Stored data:
=-=-=
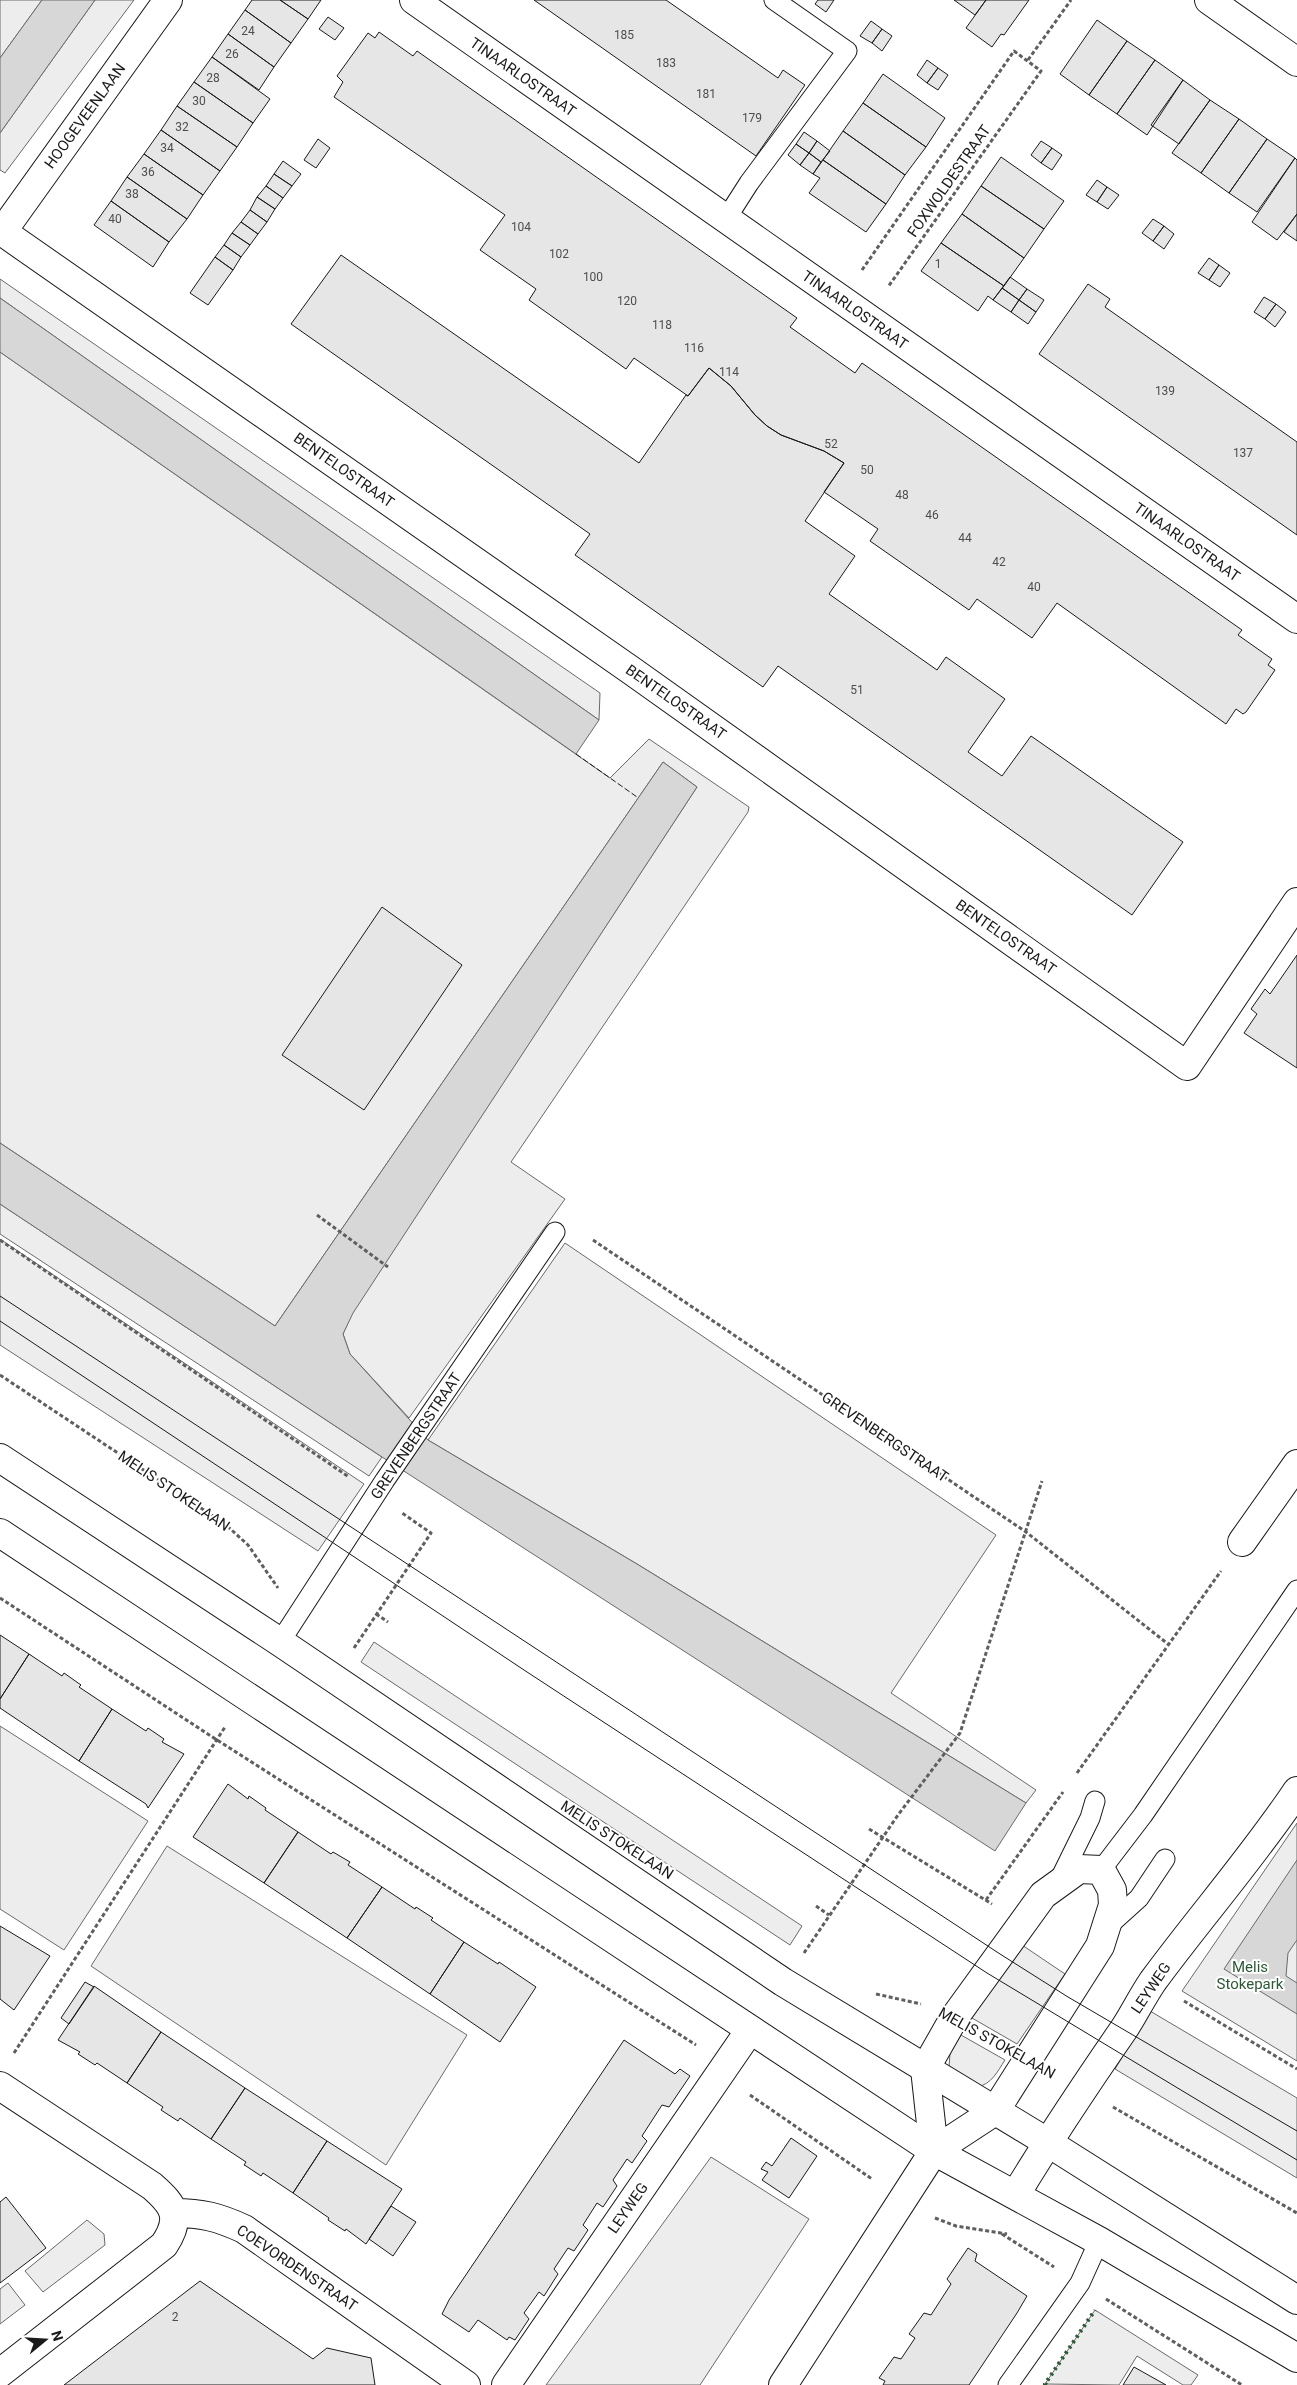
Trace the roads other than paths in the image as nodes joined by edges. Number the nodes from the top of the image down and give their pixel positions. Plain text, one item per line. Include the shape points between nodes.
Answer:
1 (168, 0) edge
2 (414, 0) edge
3 (774, 0) edge
4 (1209, 0) edge
5 (1297, 62) edge
6 (726, 219) junction
7 (1, 231) edge
8 (1297, 619) edge
9 (1297, 902) edge
10 (554, 1232) dead end
11 (0, 1458) edge
12 (1297, 1464) edge
13 (0, 1533) edge
14 (1242, 1542) road end
15 (1297, 1590) edge
16 (280, 1642) junction
17 (1297, 1791) edge
18 (1095, 1801) dead end
19 (1164, 1859) dead end
20 (1101, 1870) junction
21 (1058, 1884) junction
22 (1108, 1926) junction
23 (750, 2030) junction
24 (925, 2069) junction
25 (0, 2086) edge
26 (995, 2111) junction
27 (1047, 2142) junction
28 (934, 2151) junction
29 (1016, 2194) junction
30 (174, 2213) junction
31 (1099, 2241) junction
32 (1297, 2300) edge
33 (1297, 2358) edge
34 (0, 2373) edge
35 (466, 2385) edge
36 (506, 2385) edge
37 (783, 2385) edge
38 (1008, 2385) edge

1 - 7 street, HOOGEVEENLAAN
2 - 6 street, TINAARLOSTRAAT
3 - 6 lane via 847,51
4 - 5 street
6 - 8 street, TINAARLOSTRAAT
7 - 9 street, BENTELOSTRAAT via 646,680 1187,1066
10 - 16 lane, GREVENBERGSTRAAT
11 - 16 street, MELIS STOKELAAN
12 - 14 street
13 - 23 street
15 - 20 lane via 1143,1815
16 - 24 street, MELIS STOKELAAN via 783,1982
17 - 27 street, LEYWEG via 1270,1832 1153,1982
18 - 21 lane
19 - 22 lane via 1139,1898
20 - 21 street via 1079,1869
20 - 22 street via 1112,1890 1113,1905
21 - 24 street via 1043,1896 954,2018
22 - 26 street via 1100,1946
23 - 28 street
23 - 36 street, LEYWEG
24 - 26 street, MELIS STOKELAAN
24 - 28 street
25 - 30 street via 152,2186 168,2199
26 - 27 street, MELIS STOKELAAN
26 - 28 street
27 - 29 street, LEYWEG
27 - 32 street, MELIS STOKELAAN
28 - 29 street
28 - 37 street
29 - 31 street
30 - 34 street via 174,2230 164,2245
30 - 35 street, COEVORDENSTRAAT via 217,2217 244,2230
31 - 33 street
31 - 38 lane via 1080,2283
=-=-=
- EXERCISE DETAILS -
Give the records back exactly, with no pictures.

- ANSWER BOX -
Trace the roads other than paths in the image as nodes joined by edges. Number the nodes from the top of the image down and give their pixel positions. Plain text, one item per line. Include the shape points between nodes.
Answer:
1 (168, 0) edge
2 (414, 0) edge
3 (774, 0) edge
4 (1209, 0) edge
5 (1297, 62) edge
6 (726, 219) junction
7 (1, 231) edge
8 (1297, 619) edge
9 (1297, 902) edge
10 (554, 1232) dead end
11 (0, 1458) edge
12 (1297, 1464) edge
13 (0, 1533) edge
14 (1242, 1542) road end
15 (1297, 1590) edge
16 (280, 1642) junction
17 (1297, 1791) edge
18 (1095, 1801) dead end
19 (1164, 1859) dead end
20 (1101, 1870) junction
21 (1058, 1884) junction
22 (1108, 1926) junction
23 (750, 2030) junction
24 (925, 2069) junction
25 (0, 2086) edge
26 (995, 2111) junction
27 (1047, 2142) junction
28 (934, 2151) junction
29 (1016, 2194) junction
30 (174, 2213) junction
31 (1099, 2241) junction
32 (1297, 2300) edge
33 (1297, 2358) edge
34 (0, 2373) edge
35 (466, 2385) edge
36 (506, 2385) edge
37 (783, 2385) edge
38 (1008, 2385) edge

1 - 7 street, HOOGEVEENLAAN
2 - 6 street, TINAARLOSTRAAT
3 - 6 lane via 847,51
4 - 5 street
6 - 8 street, TINAARLOSTRAAT
7 - 9 street, BENTELOSTRAAT via 646,680 1187,1066
10 - 16 lane, GREVENBERGSTRAAT
11 - 16 street, MELIS STOKELAAN
12 - 14 street
13 - 23 street
15 - 20 lane via 1143,1815
16 - 24 street, MELIS STOKELAAN via 783,1982
17 - 27 street, LEYWEG via 1270,1832 1153,1982
18 - 21 lane
19 - 22 lane via 1139,1898
20 - 21 street via 1079,1869
20 - 22 street via 1112,1890 1113,1905
21 - 24 street via 1043,1896 954,2018
22 - 26 street via 1100,1946
23 - 28 street
23 - 36 street, LEYWEG
24 - 26 street, MELIS STOKELAAN
24 - 28 street
25 - 30 street via 152,2186 168,2199
26 - 27 street, MELIS STOKELAAN
26 - 28 street
27 - 29 street, LEYWEG
27 - 32 street, MELIS STOKELAAN
28 - 29 street
28 - 37 street
29 - 31 street
30 - 34 street via 174,2230 164,2245
30 - 35 street, COEVORDENSTRAAT via 217,2217 244,2230
31 - 33 street
31 - 38 lane via 1080,2283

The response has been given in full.